I expect in reality you won't gain much more muscle mass beyond the toning you already have. I looked a lot into this recently in response to another thread and cycling works your slow twitch muscle group which are responsible for fighting fatigue. So when you cycle more and improve your fitness, you get both a good cardio workout, and your slow twitch fibers in the muscle improve to allow you to ride for longer and harder without tiring out the legs. They don't bulk up like the fast twitch fibers used more in anaerobic exercises, so you are unlikely to gain muscle this way.
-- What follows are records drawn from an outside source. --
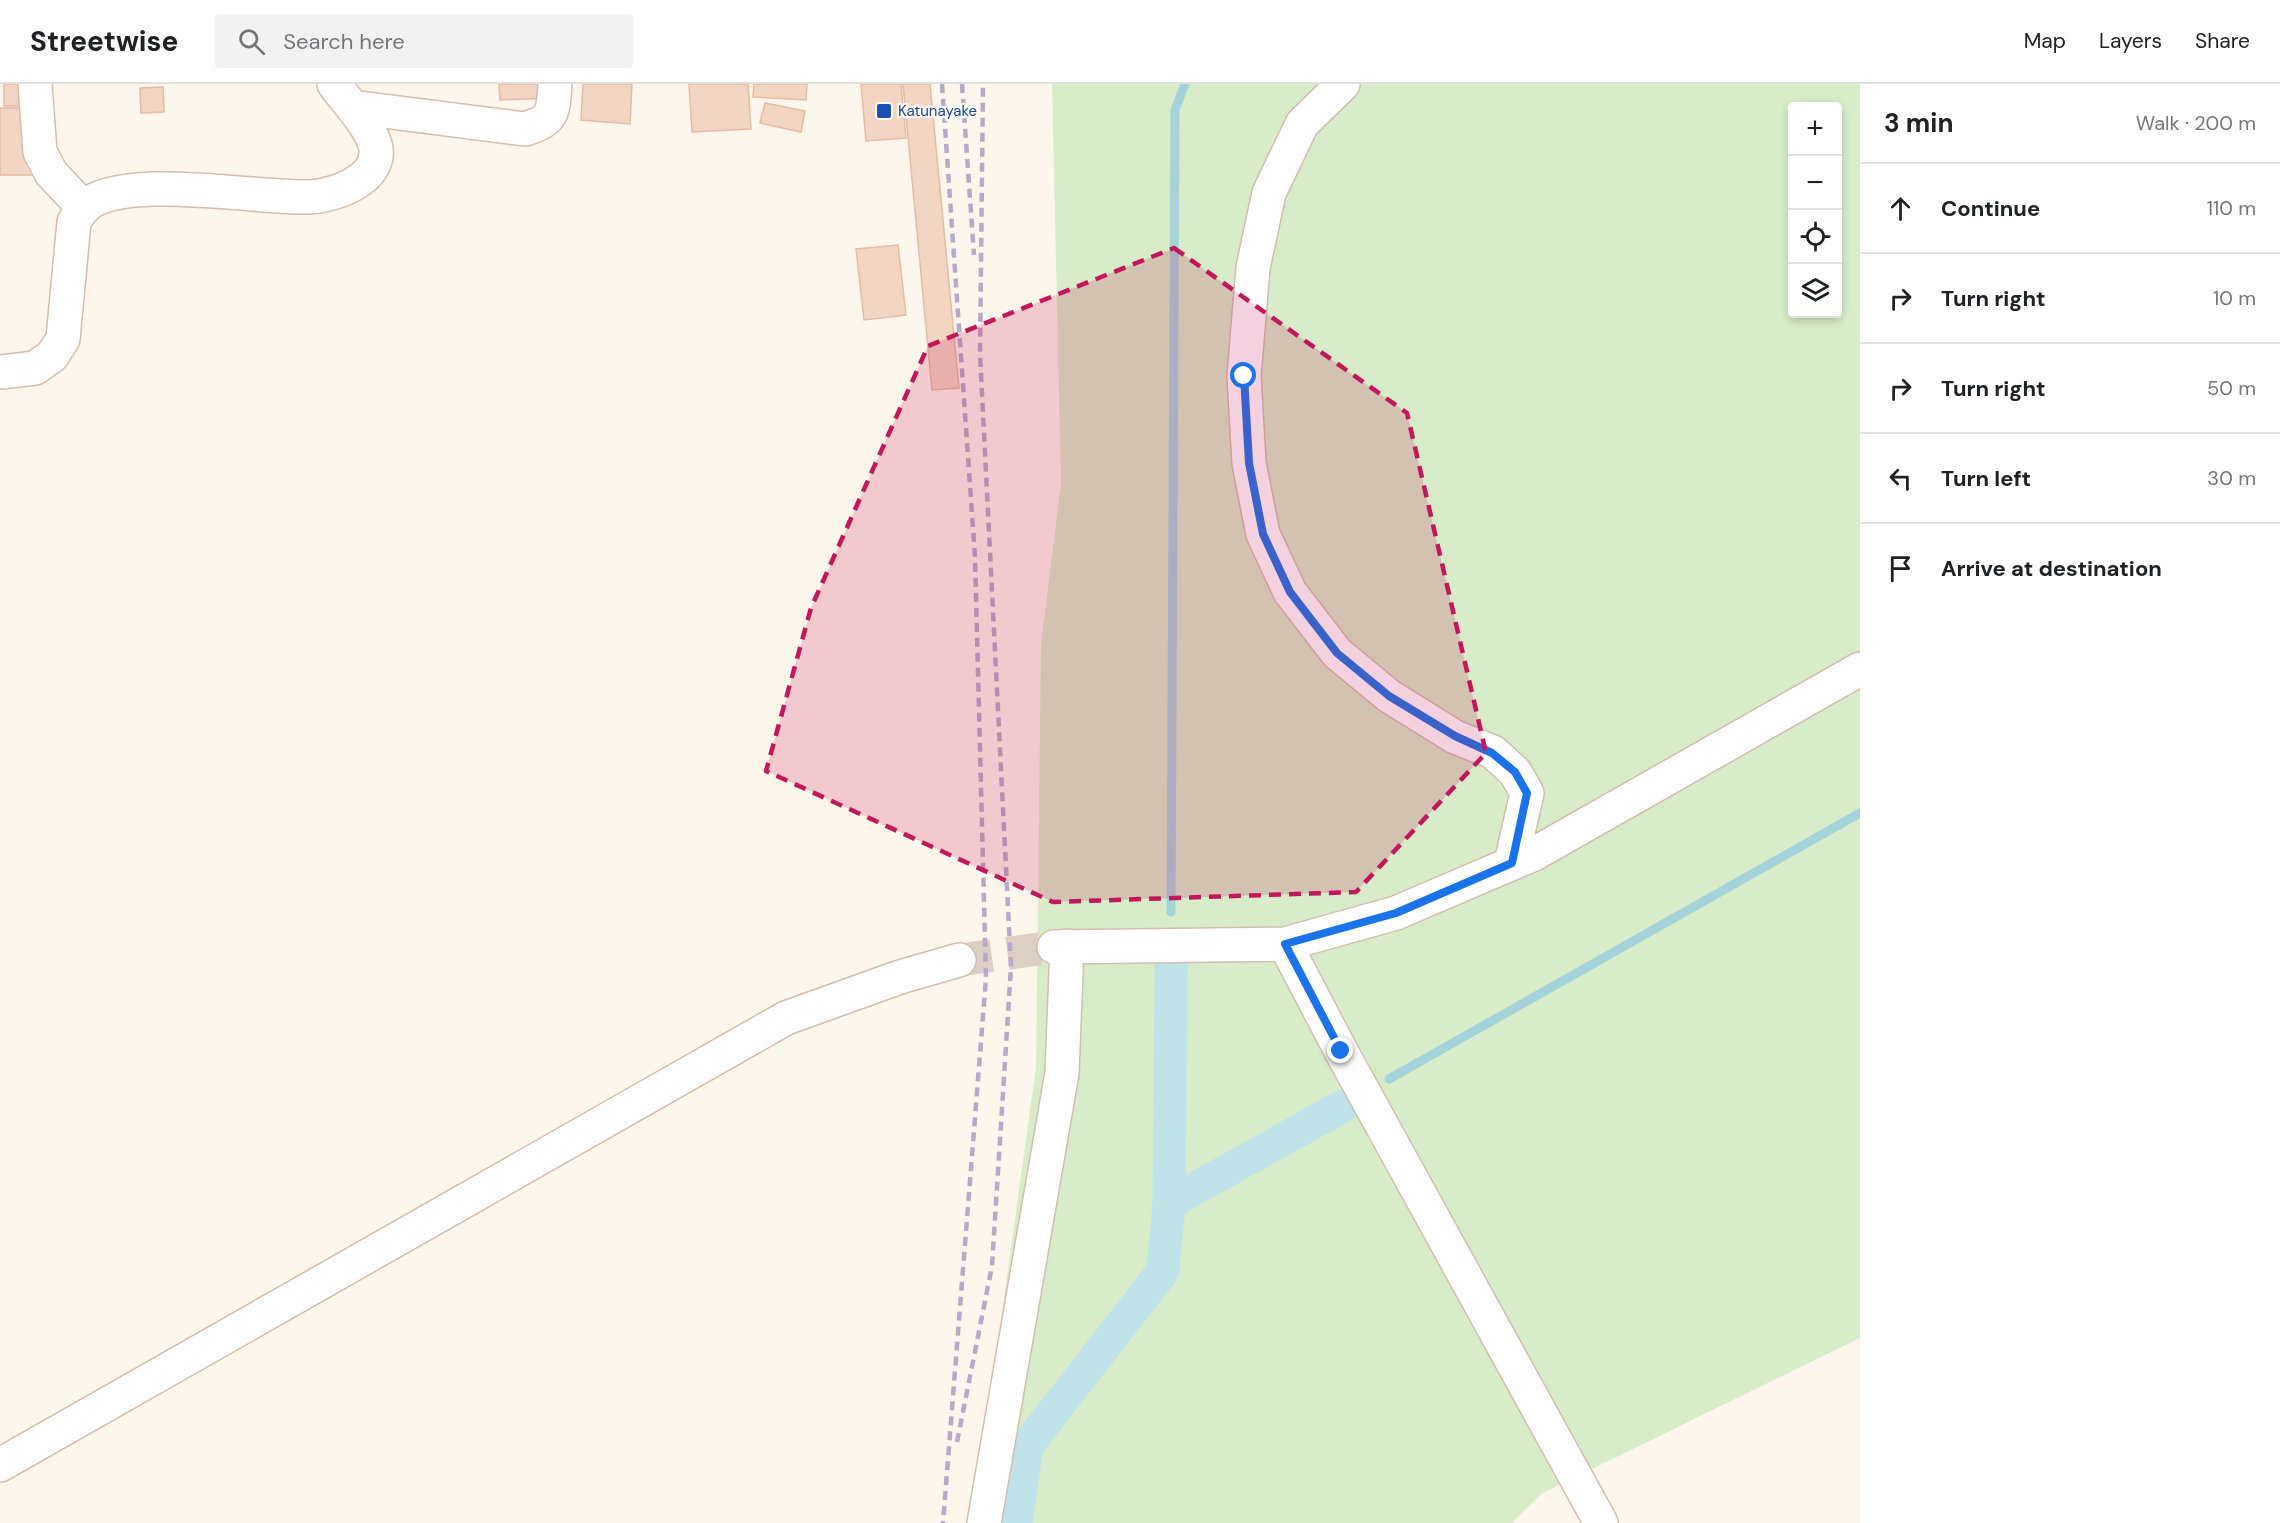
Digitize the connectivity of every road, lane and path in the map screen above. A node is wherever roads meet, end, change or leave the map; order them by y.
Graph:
1 (35, 84) edge
2 (555, 84) edge
3 (1343, 84) edge
4 (343, 95) edge
5 (84, 208) junction
6 (0, 372) edge
7 (1860, 669) edge
8 (1512, 863) junction
9 (1285, 944) junction
10 (959, 960) tunnel mouth
11 (0, 1466) edge
12 (984, 1523) edge
13 (1601, 1523) edge

1 - 5 street
2 - 4 street
3 - 8 street
4 - 5 street
5 - 6 street
7 - 8 street
8 - 9 street
9 - 12 street
9 - 13 street
10 - 11 street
If you look at the tour riders, despite all of their superhuman efforts in training and touring, they still have quite skinny legs.
 

MikeW-71

Veteran
Location
Carlisle
I think building muscle wasn't really what I meant, probably talking more about definition? My thighs are already definetly more toned and solid than before I started cycling, and I want to build on that if I can. I'm not sure if it gets to a certain point then stops though?
You'll stay about the same as you are. You'd only build more muscle if you started pushing for more speed, even then it wouldn't be that much. I have gained some muscle in my legs (cos I had sod-all to begin with) but unless I'd just hopped off the bike, nobody would notice.
 

400bhp

Guru
Go to Aldi with a crisp £20 note. Fill your basket with assorted nuts and dried fruit.

Go to the till and pay.

Gorge on assorted food as a snack for the next month.
 

RAYMOND

Well-Known Member
Location
Yorkshire
Homemade flapjacks, with nuts ,seeds,raisins and oats.
Chicken,turkey with broccoli,,kale etc. Bananas,apples.figs ,dates, all dried fruit and nuts.
Scambled eggs and pan fried salmon on toast mmmm.
Add another dimension to your keep fit routine, I do cycling,jogging, and general exercise..pull ups,press ups,
light weights.
Its ok to eat everything else in moderation too.
Do something at least 5 days a week and results will come over t he months ahead.
 
I have just increased my cycling commute by 62 miles a week, according to Map My Ride I am using an extra 500 calories a day :wacko: so I need to eat more, but I want to make sure I eat the right things. I am very slim already so I don't want to lose weight, I am hoping I will build some muscle, so I will need to eat more protein I think?
Any ideas anyone?
My better half is your weight or less, but you don't say how tall you are so weight alone doesn't have a lot of significance. As someone else alluded to earlier, you don't say how hard you are riding, are you pushing fairly hard or pootling? Sorry to be asking so many questions but if you want a good answer more info is needed. What I can say about my other half is that she eats quite normally, hardly ever eats cake and chocolate only as a treat, maybe after a really long or tough ride. We don't eat processed food, we eat a lot of fish and pasts, she eats Rocket [might explain why she is so quick] by the bucketful. Before rides we eat porridge with honey.
Don't get too hung up on it and don't pay too much attention to books that tell you how many calories you are burning, we have never calculated that sort of thing because everyone is different. Bottom line, if you are working harder / riding further, eat a bit more, but really your stomach should be telling you if you have eaten enough.
BTW, during the hill climb season her BMI is just over 17, weight at 49 - 50 kg and she is perfectly healthy. Hope some of that was useful.
 
My advice - don't mess with your diet and don't get obsessed!! 500 calories is nothing, i.e. 4 slices of white bread, a tin of hotdog sausages, 3 poached eggs. However, if you're that concerned then monitor your weight at the same time once a week (to reduce the effects of variance) and if your weight reduces/increases by more than a couple of pounds then increase/decrease your portion size slightly until you find equilibrium. From what you've said you're building muscle due to your training already so your diet sounds fine in that respect.
 

400bhp

Guru
Don't get too hung up on it and don't pay too much attention to books that tell you how many calories you are burning, we have never calculated that sort of thing because everyone is different. Bottom line, if you are working harder / riding further, eat a bit more, but really your stomach should be telling you if you have eaten enough

I think we should have a sticky thread with this kind of quote it.